--- Your instructions ---
A faithful copy of the entire listing is what is needed.

--- Material to process ---
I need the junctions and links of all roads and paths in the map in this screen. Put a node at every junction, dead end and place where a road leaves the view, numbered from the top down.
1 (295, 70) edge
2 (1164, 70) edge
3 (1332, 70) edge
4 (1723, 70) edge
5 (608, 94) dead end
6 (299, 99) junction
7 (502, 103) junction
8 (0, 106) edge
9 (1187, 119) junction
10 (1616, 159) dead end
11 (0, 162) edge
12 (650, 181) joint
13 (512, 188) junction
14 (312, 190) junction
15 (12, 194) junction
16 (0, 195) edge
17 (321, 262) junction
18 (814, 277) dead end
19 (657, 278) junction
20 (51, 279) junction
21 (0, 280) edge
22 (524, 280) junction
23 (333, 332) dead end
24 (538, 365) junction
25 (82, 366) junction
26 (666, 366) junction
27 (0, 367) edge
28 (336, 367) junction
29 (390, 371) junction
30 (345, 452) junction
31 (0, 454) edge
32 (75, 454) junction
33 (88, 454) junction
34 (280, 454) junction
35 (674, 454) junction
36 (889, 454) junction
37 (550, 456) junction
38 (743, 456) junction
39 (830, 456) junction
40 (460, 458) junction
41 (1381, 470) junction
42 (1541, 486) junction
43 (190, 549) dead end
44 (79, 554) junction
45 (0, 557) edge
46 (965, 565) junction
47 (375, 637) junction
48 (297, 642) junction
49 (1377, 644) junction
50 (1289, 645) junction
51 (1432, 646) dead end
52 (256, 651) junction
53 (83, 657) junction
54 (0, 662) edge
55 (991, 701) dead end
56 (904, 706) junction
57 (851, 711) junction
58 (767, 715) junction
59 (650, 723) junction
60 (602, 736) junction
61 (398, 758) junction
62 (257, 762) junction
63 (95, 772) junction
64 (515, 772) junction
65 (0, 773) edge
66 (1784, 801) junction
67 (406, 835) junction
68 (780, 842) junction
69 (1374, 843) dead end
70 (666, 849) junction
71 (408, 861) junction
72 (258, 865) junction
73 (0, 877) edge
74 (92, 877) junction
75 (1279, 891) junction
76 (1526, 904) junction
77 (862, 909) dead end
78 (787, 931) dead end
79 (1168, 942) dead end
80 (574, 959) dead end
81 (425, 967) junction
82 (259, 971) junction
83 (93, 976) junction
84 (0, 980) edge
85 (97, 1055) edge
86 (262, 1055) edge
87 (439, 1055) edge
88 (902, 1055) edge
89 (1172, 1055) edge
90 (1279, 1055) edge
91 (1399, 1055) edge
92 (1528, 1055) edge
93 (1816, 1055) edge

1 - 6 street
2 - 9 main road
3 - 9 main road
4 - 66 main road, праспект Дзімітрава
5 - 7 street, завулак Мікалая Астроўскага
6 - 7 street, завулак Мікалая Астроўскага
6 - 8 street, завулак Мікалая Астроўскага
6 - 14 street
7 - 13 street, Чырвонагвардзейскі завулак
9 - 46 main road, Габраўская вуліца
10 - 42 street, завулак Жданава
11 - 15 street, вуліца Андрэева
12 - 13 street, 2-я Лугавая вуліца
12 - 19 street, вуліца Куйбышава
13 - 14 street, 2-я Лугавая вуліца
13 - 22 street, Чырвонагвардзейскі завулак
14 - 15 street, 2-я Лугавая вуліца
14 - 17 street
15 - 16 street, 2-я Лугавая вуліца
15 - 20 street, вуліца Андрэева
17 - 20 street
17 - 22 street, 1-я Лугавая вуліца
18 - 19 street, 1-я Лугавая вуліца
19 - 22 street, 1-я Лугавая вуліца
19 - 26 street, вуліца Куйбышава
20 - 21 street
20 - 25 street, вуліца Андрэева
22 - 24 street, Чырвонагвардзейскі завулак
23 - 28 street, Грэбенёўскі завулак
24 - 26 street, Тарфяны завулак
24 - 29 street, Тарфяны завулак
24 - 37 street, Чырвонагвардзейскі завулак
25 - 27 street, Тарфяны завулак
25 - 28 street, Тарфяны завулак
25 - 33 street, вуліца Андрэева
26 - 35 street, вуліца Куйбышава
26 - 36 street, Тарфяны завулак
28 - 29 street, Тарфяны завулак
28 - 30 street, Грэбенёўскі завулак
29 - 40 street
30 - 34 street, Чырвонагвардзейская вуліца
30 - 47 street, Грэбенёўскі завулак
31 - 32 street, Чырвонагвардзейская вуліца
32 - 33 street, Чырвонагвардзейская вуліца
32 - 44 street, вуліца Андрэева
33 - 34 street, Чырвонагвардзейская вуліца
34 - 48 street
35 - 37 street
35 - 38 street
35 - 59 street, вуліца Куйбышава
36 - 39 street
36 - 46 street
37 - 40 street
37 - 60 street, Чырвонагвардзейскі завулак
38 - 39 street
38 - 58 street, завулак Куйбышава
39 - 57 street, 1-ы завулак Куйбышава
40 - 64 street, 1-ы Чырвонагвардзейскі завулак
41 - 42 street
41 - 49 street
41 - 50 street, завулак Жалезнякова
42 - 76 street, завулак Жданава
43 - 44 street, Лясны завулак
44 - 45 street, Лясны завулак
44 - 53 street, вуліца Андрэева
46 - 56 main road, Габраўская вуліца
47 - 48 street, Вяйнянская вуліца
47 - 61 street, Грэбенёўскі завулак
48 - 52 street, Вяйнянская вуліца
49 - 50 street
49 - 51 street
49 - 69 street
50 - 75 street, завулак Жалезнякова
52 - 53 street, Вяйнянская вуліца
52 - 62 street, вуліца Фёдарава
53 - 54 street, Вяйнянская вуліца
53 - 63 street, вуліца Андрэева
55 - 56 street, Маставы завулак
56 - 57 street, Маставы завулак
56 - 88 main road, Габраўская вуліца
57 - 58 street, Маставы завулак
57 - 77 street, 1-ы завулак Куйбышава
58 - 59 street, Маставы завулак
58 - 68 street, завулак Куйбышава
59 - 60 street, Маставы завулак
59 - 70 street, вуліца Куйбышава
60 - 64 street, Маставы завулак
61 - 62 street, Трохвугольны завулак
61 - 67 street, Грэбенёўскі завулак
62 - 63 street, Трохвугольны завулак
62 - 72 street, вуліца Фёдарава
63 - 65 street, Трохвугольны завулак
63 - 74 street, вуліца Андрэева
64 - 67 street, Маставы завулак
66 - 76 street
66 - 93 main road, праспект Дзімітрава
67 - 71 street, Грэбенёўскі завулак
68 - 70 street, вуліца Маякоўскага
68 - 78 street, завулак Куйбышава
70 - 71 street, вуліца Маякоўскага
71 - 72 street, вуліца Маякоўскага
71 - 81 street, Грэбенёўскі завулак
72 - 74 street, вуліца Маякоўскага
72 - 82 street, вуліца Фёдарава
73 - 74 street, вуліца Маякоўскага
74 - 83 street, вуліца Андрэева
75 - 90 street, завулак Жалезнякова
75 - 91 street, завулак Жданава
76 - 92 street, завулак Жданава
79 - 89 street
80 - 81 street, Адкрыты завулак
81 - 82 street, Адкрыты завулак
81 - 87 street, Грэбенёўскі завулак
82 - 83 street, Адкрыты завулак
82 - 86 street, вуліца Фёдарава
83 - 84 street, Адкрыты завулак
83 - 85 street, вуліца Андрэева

--- Response area ---
I need the junctions and links of all roads and paths in the map in this screen. Put a node at every junction, dead end and place where a road leaves the view, numbered from the top down.
1 (295, 70) edge
2 (1164, 70) edge
3 (1332, 70) edge
4 (1723, 70) edge
5 (608, 94) dead end
6 (299, 99) junction
7 (502, 103) junction
8 (0, 106) edge
9 (1187, 119) junction
10 (1616, 159) dead end
11 (0, 162) edge
12 (650, 181) joint
13 (512, 188) junction
14 (312, 190) junction
15 (12, 194) junction
16 (0, 195) edge
17 (321, 262) junction
18 (814, 277) dead end
19 (657, 278) junction
20 (51, 279) junction
21 (0, 280) edge
22 (524, 280) junction
23 (333, 332) dead end
24 (538, 365) junction
25 (82, 366) junction
26 (666, 366) junction
27 (0, 367) edge
28 (336, 367) junction
29 (390, 371) junction
30 (345, 452) junction
31 (0, 454) edge
32 (75, 454) junction
33 (88, 454) junction
34 (280, 454) junction
35 (674, 454) junction
36 (889, 454) junction
37 (550, 456) junction
38 (743, 456) junction
39 (830, 456) junction
40 (460, 458) junction
41 (1381, 470) junction
42 (1541, 486) junction
43 (190, 549) dead end
44 (79, 554) junction
45 (0, 557) edge
46 (965, 565) junction
47 (375, 637) junction
48 (297, 642) junction
49 (1377, 644) junction
50 (1289, 645) junction
51 (1432, 646) dead end
52 (256, 651) junction
53 (83, 657) junction
54 (0, 662) edge
55 (991, 701) dead end
56 (904, 706) junction
57 (851, 711) junction
58 (767, 715) junction
59 (650, 723) junction
60 (602, 736) junction
61 (398, 758) junction
62 (257, 762) junction
63 (95, 772) junction
64 (515, 772) junction
65 (0, 773) edge
66 (1784, 801) junction
67 (406, 835) junction
68 (780, 842) junction
69 (1374, 843) dead end
70 (666, 849) junction
71 (408, 861) junction
72 (258, 865) junction
73 (0, 877) edge
74 (92, 877) junction
75 (1279, 891) junction
76 (1526, 904) junction
77 (862, 909) dead end
78 (787, 931) dead end
79 (1168, 942) dead end
80 (574, 959) dead end
81 (425, 967) junction
82 (259, 971) junction
83 (93, 976) junction
84 (0, 980) edge
85 (97, 1055) edge
86 (262, 1055) edge
87 (439, 1055) edge
88 (902, 1055) edge
89 (1172, 1055) edge
90 (1279, 1055) edge
91 (1399, 1055) edge
92 (1528, 1055) edge
93 (1816, 1055) edge

1 - 6 street
2 - 9 main road
3 - 9 main road
4 - 66 main road, праспект Дзімітрава
5 - 7 street, завулак Мікалая Астроўскага
6 - 7 street, завулак Мікалая Астроўскага
6 - 8 street, завулак Мікалая Астроўскага
6 - 14 street
7 - 13 street, Чырвонагвардзейскі завулак
9 - 46 main road, Габраўская вуліца
10 - 42 street, завулак Жданава
11 - 15 street, вуліца Андрэева
12 - 13 street, 2-я Лугавая вуліца
12 - 19 street, вуліца Куйбышава
13 - 14 street, 2-я Лугавая вуліца
13 - 22 street, Чырвонагвардзейскі завулак
14 - 15 street, 2-я Лугавая вуліца
14 - 17 street
15 - 16 street, 2-я Лугавая вуліца
15 - 20 street, вуліца Андрэева
17 - 20 street
17 - 22 street, 1-я Лугавая вуліца
18 - 19 street, 1-я Лугавая вуліца
19 - 22 street, 1-я Лугавая вуліца
19 - 26 street, вуліца Куйбышава
20 - 21 street
20 - 25 street, вуліца Андрэева
22 - 24 street, Чырвонагвардзейскі завулак
23 - 28 street, Грэбенёўскі завулак
24 - 26 street, Тарфяны завулак
24 - 29 street, Тарфяны завулак
24 - 37 street, Чырвонагвардзейскі завулак
25 - 27 street, Тарфяны завулак
25 - 28 street, Тарфяны завулак
25 - 33 street, вуліца Андрэева
26 - 35 street, вуліца Куйбышава
26 - 36 street, Тарфяны завулак
28 - 29 street, Тарфяны завулак
28 - 30 street, Грэбенёўскі завулак
29 - 40 street
30 - 34 street, Чырвонагвардзейская вуліца
30 - 47 street, Грэбенёўскі завулак
31 - 32 street, Чырвонагвардзейская вуліца
32 - 33 street, Чырвонагвардзейская вуліца
32 - 44 street, вуліца Андрэева
33 - 34 street, Чырвонагвардзейская вуліца
34 - 48 street
35 - 37 street
35 - 38 street
35 - 59 street, вуліца Куйбышава
36 - 39 street
36 - 46 street
37 - 40 street
37 - 60 street, Чырвонагвардзейскі завулак
38 - 39 street
38 - 58 street, завулак Куйбышава
39 - 57 street, 1-ы завулак Куйбышава
40 - 64 street, 1-ы Чырвонагвардзейскі завулак
41 - 42 street
41 - 49 street
41 - 50 street, завулак Жалезнякова
42 - 76 street, завулак Жданава
43 - 44 street, Лясны завулак
44 - 45 street, Лясны завулак
44 - 53 street, вуліца Андрэева
46 - 56 main road, Габраўская вуліца
47 - 48 street, Вяйнянская вуліца
47 - 61 street, Грэбенёўскі завулак
48 - 52 street, Вяйнянская вуліца
49 - 50 street
49 - 51 street
49 - 69 street
50 - 75 street, завулак Жалезнякова
52 - 53 street, Вяйнянская вуліца
52 - 62 street, вуліца Фёдарава
53 - 54 street, Вяйнянская вуліца
53 - 63 street, вуліца Андрэева
55 - 56 street, Маставы завулак
56 - 57 street, Маставы завулак
56 - 88 main road, Габраўская вуліца
57 - 58 street, Маставы завулак
57 - 77 street, 1-ы завулак Куйбышава
58 - 59 street, Маставы завулак
58 - 68 street, завулак Куйбышава
59 - 60 street, Маставы завулак
59 - 70 street, вуліца Куйбышава
60 - 64 street, Маставы завулак
61 - 62 street, Трохвугольны завулак
61 - 67 street, Грэбенёўскі завулак
62 - 63 street, Трохвугольны завулак
62 - 72 street, вуліца Фёдарава
63 - 65 street, Трохвугольны завулак
63 - 74 street, вуліца Андрэева
64 - 67 street, Маставы завулак
66 - 76 street
66 - 93 main road, праспект Дзімітрава
67 - 71 street, Грэбенёўскі завулак
68 - 70 street, вуліца Маякоўскага
68 - 78 street, завулак Куйбышава
70 - 71 street, вуліца Маякоўскага
71 - 72 street, вуліца Маякоўскага
71 - 81 street, Грэбенёўскі завулак
72 - 74 street, вуліца Маякоўскага
72 - 82 street, вуліца Фёдарава
73 - 74 street, вуліца Маякоўскага
74 - 83 street, вуліца Андрэева
75 - 90 street, завулак Жалезнякова
75 - 91 street, завулак Жданава
76 - 92 street, завулак Жданава
79 - 89 street
80 - 81 street, Адкрыты завулак
81 - 82 street, Адкрыты завулак
81 - 87 street, Грэбенёўскі завулак
82 - 83 street, Адкрыты завулак
82 - 86 street, вуліца Фёдарава
83 - 84 street, Адкрыты завулак
83 - 85 street, вуліца Андрэева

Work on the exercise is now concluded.